Metropolitan Transportation Authority mechanics walked off the job after midnight, and union officials said bus drivers, train operators and other workers would honor picket lines, halting some 1,900 buses, as well as light-rail and subway lines.

"Without mechanics to service the buses and the likelihood that bus and rail operators will not cross picket lines, that effectively shuts down our 185 bus lines and our 4 rail lines," MTA spokesman Ed Scannell told CBS Radio News.

"The strike will continue indefinitely, until we get a contract," Neil Silver, president of the Amalgamated Transit Union, said early Tuesday by telephone. He was speaking from a picket line where he had joined about 50 members of the union, which represents some 2,200 MTA employees.

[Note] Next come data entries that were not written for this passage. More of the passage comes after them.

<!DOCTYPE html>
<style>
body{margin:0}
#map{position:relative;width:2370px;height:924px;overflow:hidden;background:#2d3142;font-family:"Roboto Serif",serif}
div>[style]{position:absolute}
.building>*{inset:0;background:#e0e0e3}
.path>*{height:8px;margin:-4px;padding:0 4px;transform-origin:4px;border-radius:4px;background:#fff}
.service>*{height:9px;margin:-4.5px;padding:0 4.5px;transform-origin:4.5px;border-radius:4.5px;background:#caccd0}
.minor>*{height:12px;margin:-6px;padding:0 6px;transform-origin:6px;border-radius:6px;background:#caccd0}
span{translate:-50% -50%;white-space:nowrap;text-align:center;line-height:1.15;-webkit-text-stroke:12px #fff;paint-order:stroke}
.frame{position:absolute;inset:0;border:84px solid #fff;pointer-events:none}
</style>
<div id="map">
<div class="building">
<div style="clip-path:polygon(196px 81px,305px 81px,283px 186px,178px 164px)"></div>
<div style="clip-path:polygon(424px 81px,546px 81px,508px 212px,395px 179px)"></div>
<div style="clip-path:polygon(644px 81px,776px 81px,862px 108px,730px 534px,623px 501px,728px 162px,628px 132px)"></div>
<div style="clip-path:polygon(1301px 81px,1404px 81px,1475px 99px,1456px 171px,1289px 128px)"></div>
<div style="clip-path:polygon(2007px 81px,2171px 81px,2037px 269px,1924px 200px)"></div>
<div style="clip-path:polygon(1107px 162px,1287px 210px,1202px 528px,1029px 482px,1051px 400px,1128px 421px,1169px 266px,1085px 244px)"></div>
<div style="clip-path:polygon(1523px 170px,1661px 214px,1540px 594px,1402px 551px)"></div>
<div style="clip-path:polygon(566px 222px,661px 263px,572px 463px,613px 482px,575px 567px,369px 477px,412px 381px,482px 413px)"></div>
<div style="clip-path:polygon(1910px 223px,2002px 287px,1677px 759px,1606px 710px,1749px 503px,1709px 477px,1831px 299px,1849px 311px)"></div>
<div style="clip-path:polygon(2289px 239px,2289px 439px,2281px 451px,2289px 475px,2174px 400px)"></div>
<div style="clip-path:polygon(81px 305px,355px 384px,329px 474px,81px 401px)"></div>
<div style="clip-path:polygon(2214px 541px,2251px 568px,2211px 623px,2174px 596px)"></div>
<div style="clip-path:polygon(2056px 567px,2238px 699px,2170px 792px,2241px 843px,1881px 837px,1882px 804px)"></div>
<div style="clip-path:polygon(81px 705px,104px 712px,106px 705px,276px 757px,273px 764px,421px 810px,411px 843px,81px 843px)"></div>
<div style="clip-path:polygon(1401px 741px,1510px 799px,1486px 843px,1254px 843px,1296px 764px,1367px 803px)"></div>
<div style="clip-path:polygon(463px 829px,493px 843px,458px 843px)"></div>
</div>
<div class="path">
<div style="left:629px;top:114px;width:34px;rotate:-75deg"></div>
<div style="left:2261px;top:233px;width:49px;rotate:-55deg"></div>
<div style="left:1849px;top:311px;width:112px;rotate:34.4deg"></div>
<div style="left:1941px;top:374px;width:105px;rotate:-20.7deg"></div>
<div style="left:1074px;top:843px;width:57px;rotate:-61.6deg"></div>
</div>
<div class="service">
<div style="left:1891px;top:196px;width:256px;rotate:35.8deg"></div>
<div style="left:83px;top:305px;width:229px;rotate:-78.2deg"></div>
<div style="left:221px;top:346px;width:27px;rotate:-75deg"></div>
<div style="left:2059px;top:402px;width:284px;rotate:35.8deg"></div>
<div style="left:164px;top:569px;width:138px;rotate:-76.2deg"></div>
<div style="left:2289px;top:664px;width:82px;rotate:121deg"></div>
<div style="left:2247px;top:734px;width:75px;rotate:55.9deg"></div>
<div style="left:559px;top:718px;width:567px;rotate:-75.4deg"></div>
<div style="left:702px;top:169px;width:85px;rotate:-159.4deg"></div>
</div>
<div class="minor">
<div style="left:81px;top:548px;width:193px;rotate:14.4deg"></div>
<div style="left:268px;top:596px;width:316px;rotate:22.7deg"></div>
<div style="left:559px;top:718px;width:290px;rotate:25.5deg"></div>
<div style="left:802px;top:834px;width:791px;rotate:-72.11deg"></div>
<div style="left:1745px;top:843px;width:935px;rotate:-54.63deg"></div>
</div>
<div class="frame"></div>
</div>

More than a dozen maintenance workers waived picket signs after midnight at an MTA center in West Hollywood where buses are cleaned and refueled. "We just dropped everything," said David Wilson, 26, of Los Angeles.

It was the area's second transit strike in three years; a walkout by bus drivers in 2000 shut down the system for 32 days.

"We estimate about a half million people will be impacted by the shutdown of service," said Scannell. "Many of those are people who do not have the option of an automobile."

Fernando Reyes, who depends on the bus to go from his Glendale home to his restaurant job in Santa Monica, said he had to take taxis to keep his job during the 2000 strike. The 32-year-old barely broke even, forking over his $35 in tips to taxis each night — something he wasn't willing to do this time around.

"I don't know what I'll do," Reyes said. "I guess I'll have to bike to work. I'll have to leave early in the morning."

Waiting for a bus on Santa Monica Blvd. just before midnight, 18-year-old Allia McCoy said she had walked nearly 10 blocks after her shift ended at a Beverly Hills retail store to catch one of the last buses heading out of the area. She said she still had to find a way to L.A. City College.

"I have no idea what I'm going to do," she said, shaking her head.

The approximately 500,000 riders a day that MTA carries accounts for between 75 percent and 80 percent of those in the county who use public transportation, MTA spokesman Marc Littman said.

Up to 9,000 union workers could honor the strike, Littman said. Sixteen other municipal bus lines in the region were expected to operate as usual, he said. Metrolink commuter trains also were to operate normally.

The decision to proceed with a walkout was made Sunday, after negotiations between the union and the MTA broke off with "absolutely no progress" despite intervention from a state mediator, Silver said.

"This is a great tragedy for the people of the county of Los Angeles, the people who depend on public transportation to get to work, to get to school," Los Angeles County Supervisor Zev Yaroslavsky said Monday.

The parties are at odds over the mechanics union's health fund, which is in dire financial shape. The union wants greater contributions from the MTA to cope with soaring medical costs. The MTA pays nearly $17 million every year into the fund, which is administered by the union and pays for the medical coverage of 2,000 employees and retirees.

The MTA hasn't increased its contribution to the fund in more than a decade and rising medical costs have forced the union to spend fund reserves to keep up, Silver said. "They were waiting for us to run bone dry," he said.

The transit agency accuses the union of mismanaging the health trust fund and cites an independent audit that found the union wasted millions of dollars.

In its latest offer, the MTA said it would give the union money to keep the health trust fund from going bankrupt but asked for temporary control to restore it to financial health.

"Union leaders basically ran the trust fund into the ground and now they want the taxpayers to bail them out," MTA CEO Roger Snoble said in a statement.

Meanwhile, the Bus Riders Union wrote to the MTA's board and asked them to settle the dispute. The activist group, which spearheaded a civil rights lawsuit charging the MTA with neglecting the bus system, also said its members would join picketing transit workers.

"Three years ago, our members suffered greatly during the MTA-provoked strike," the group's letter said. "We cannot allow this suffering to take place again and we ask you in good faith to re-examine your management theory of class hostility to your own employees."